── Data for this task

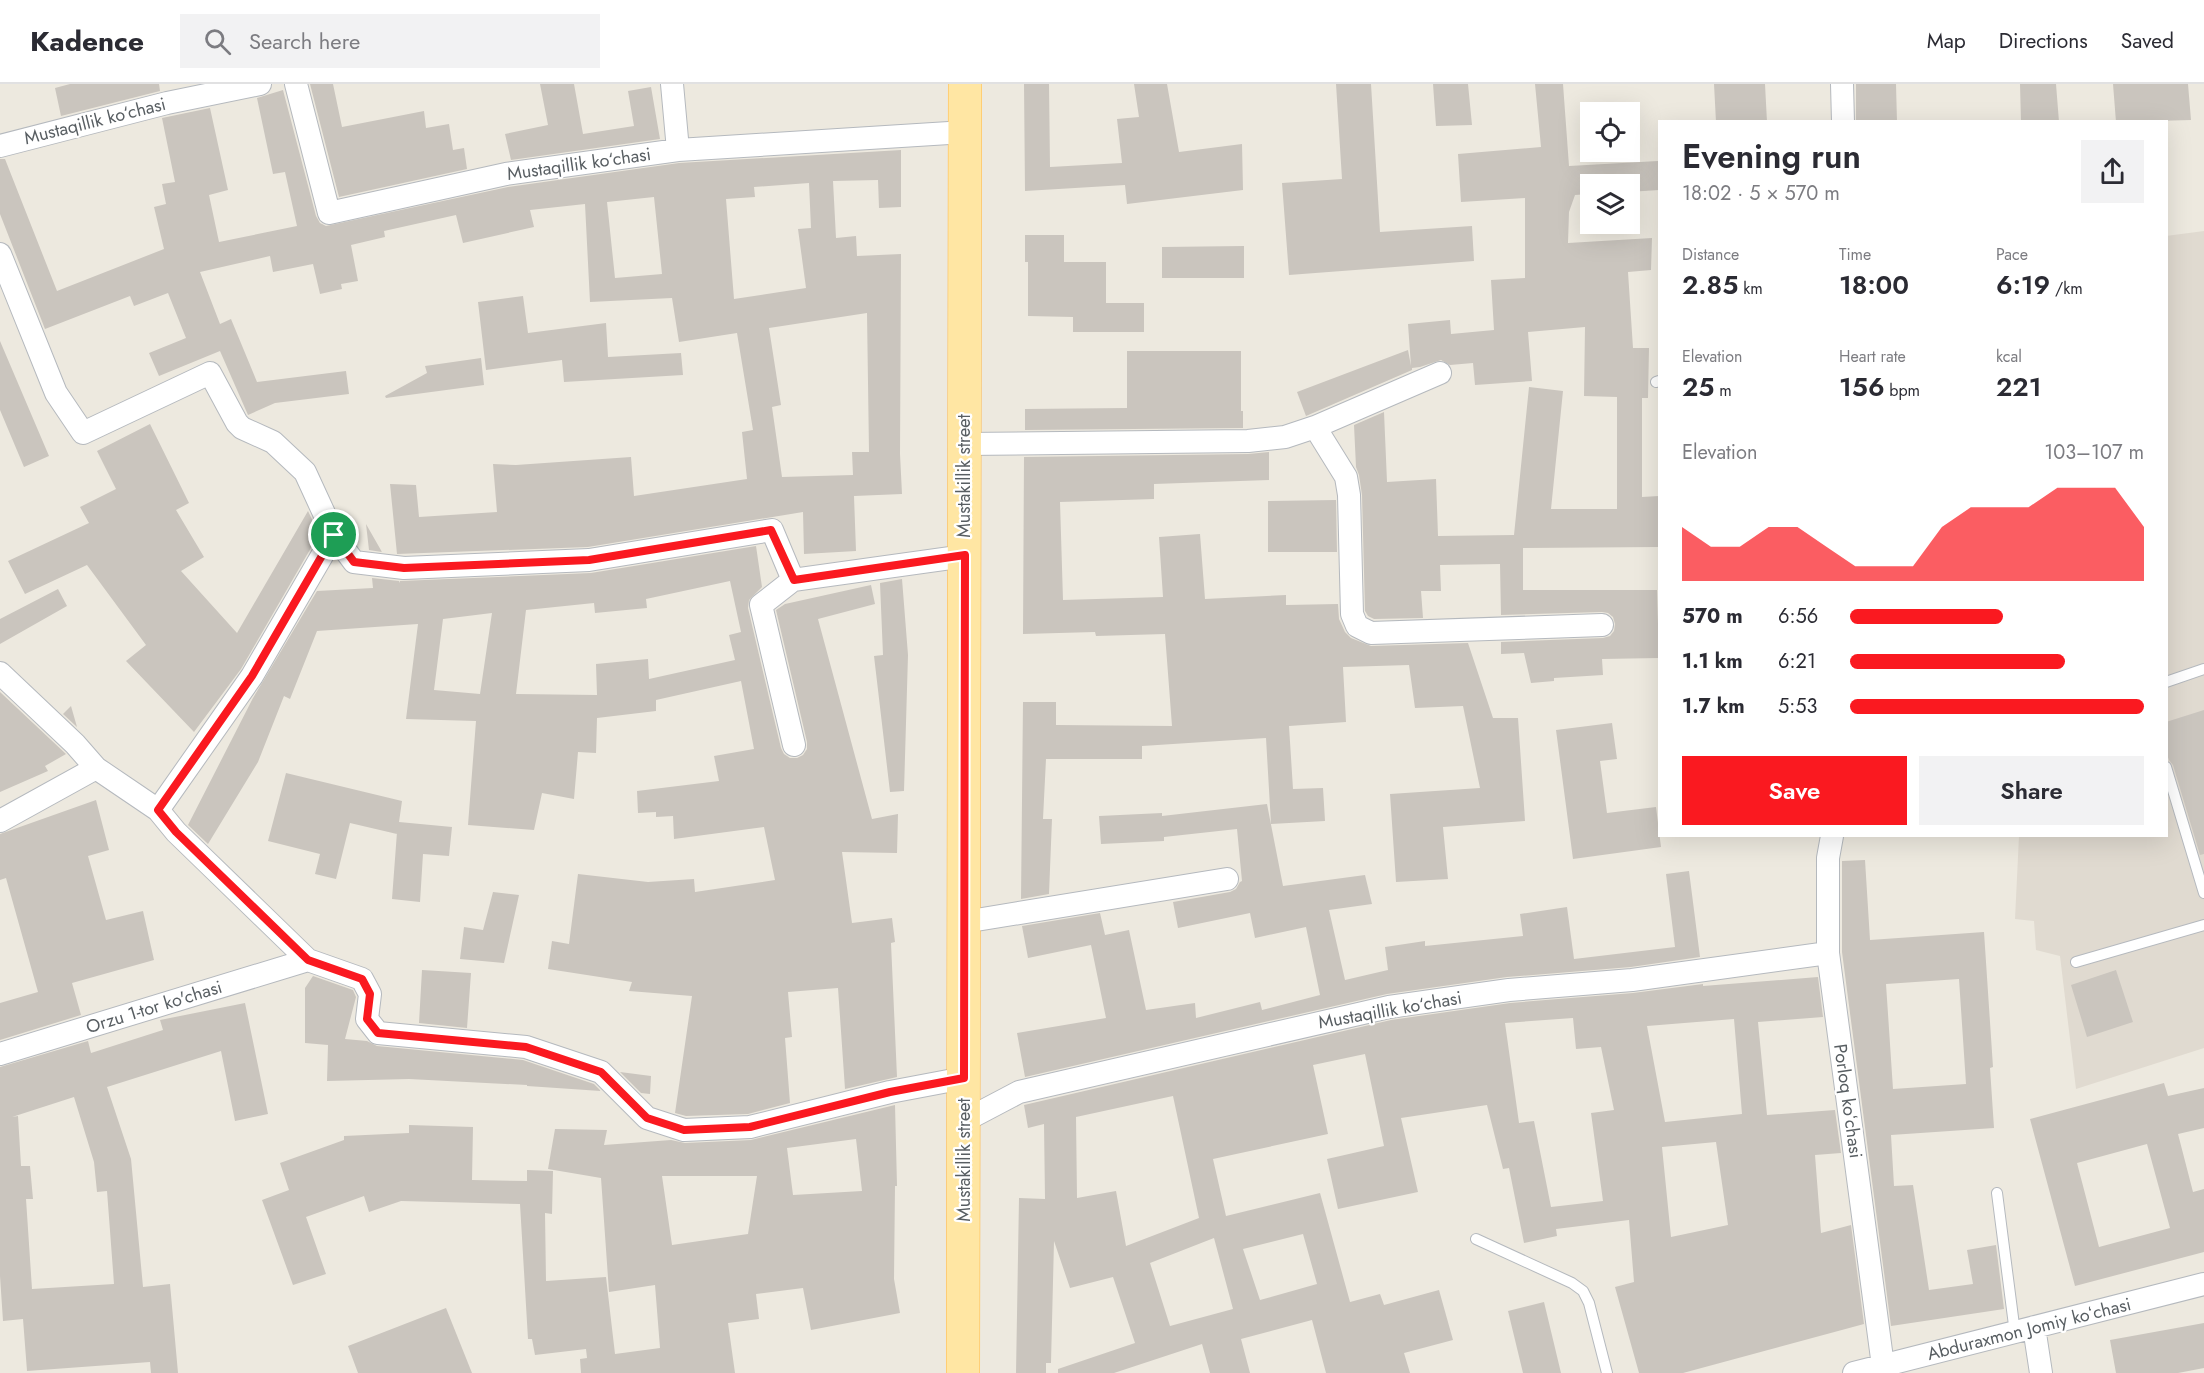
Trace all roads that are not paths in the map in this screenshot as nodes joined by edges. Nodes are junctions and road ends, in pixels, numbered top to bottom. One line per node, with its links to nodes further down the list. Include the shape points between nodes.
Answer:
1 (260, 84): 8 (street, Mustaqillik ko‘chasi, via 167,103)
2 (296, 84): 9 (street, Mustaqillik ko‘chasi, via 329,213 506,174)
3 (672, 84): 9 (street)
4 (965, 84): 7 (main road, Mustakillik street)
5 (1842, 84): 6 (street)
6 (1843, 120)
7 (965, 132): 9 (street, Mustaqillik ko‘chasi); 13 (main road, Mustakillik street)
8 (0, 146)
9 (678, 150)
10 (0, 254): 14 (street, via 56,393 83,433 210,373 237,423 273,442 305,472)
11 (1440, 373): 12 (street)
12 (1315, 427): 13 (street, via 1285,437 1248,441); 17 (street, via 1346,477 1352,614 1357,626 1371,633)
13 (964, 444): 15 (main road, Mustakillik street)
14 (334, 535): 16 (street, via 354,562 404,568 589,560 771,530); 24 (street, via 252,676)
15 (965, 555): 16 (street); 29 (main road, Mustakillik street)
16 (794, 580): 21 (street, via 761,605)
17 (1602, 626)
18 (2204, 669): 20 (lane)
19 (0, 674): 22 (street)
20 (2168, 680)
21 (794, 745)
22 (96, 768): 24 (street); 25 (street)
23 (2168, 774): 28 (lane)
24 (158, 810): 32 (street)
25 (0, 821)
26 (1832, 837): 31 (street, Porloq koʻchasi, via 1828,858)
27 (1227, 879): 29 (street)
28 (2204, 893)
29 (964, 922): 35 (main road, Mustakillik street)
30 (2204, 925): 33 (lane)
31 (1828, 953): 36 (street, Mustaqillik ko‘chasi, via 1632,980 1509,990 1389,1006 1019,1092); 41 (street, Porloq koʻchasi)
32 (308, 960): 34 (street, Orzu 1-tor ko'chasi); 35 (street, via 362,979 370,994 367,1019 378,1033 526,1047 601,1072 647,1118 684,1130 750,1127)
33 (2076, 962)
34 (0, 1054)
35 (964, 1078): 36 (main road, Mustakillik street)
36 (964, 1121): 42 (main road, Mustakillik street)
37 (1997, 1192): 40 (lane)
38 (1476, 1239): 43 (lane, via 1583,1291)
39 (2204, 1284): 40 (street, Abduraxmon Jomiy koʻchasi)
40 (2025, 1330): 41 (street, Abduraxmon Jomiy koʻchasi); 45 (street)
41 (1883, 1366): 44 (street, Abduraxmon Jomiy koʻchasi)
42 (963, 1373)
43 (1607, 1373)
44 (1854, 1373)
45 (2041, 1373)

────

Please copy each line of the records above in which the word "Porloq" can be found.

26 (1832, 837): 31 (street, Porloq koʻchasi, via 1828,858)
31 (1828, 953): 36 (street, Mustaqillik ko‘chasi, via 1632,980 1509,990 1389,1006 1019,1092); 41 (street, Porloq koʻchasi)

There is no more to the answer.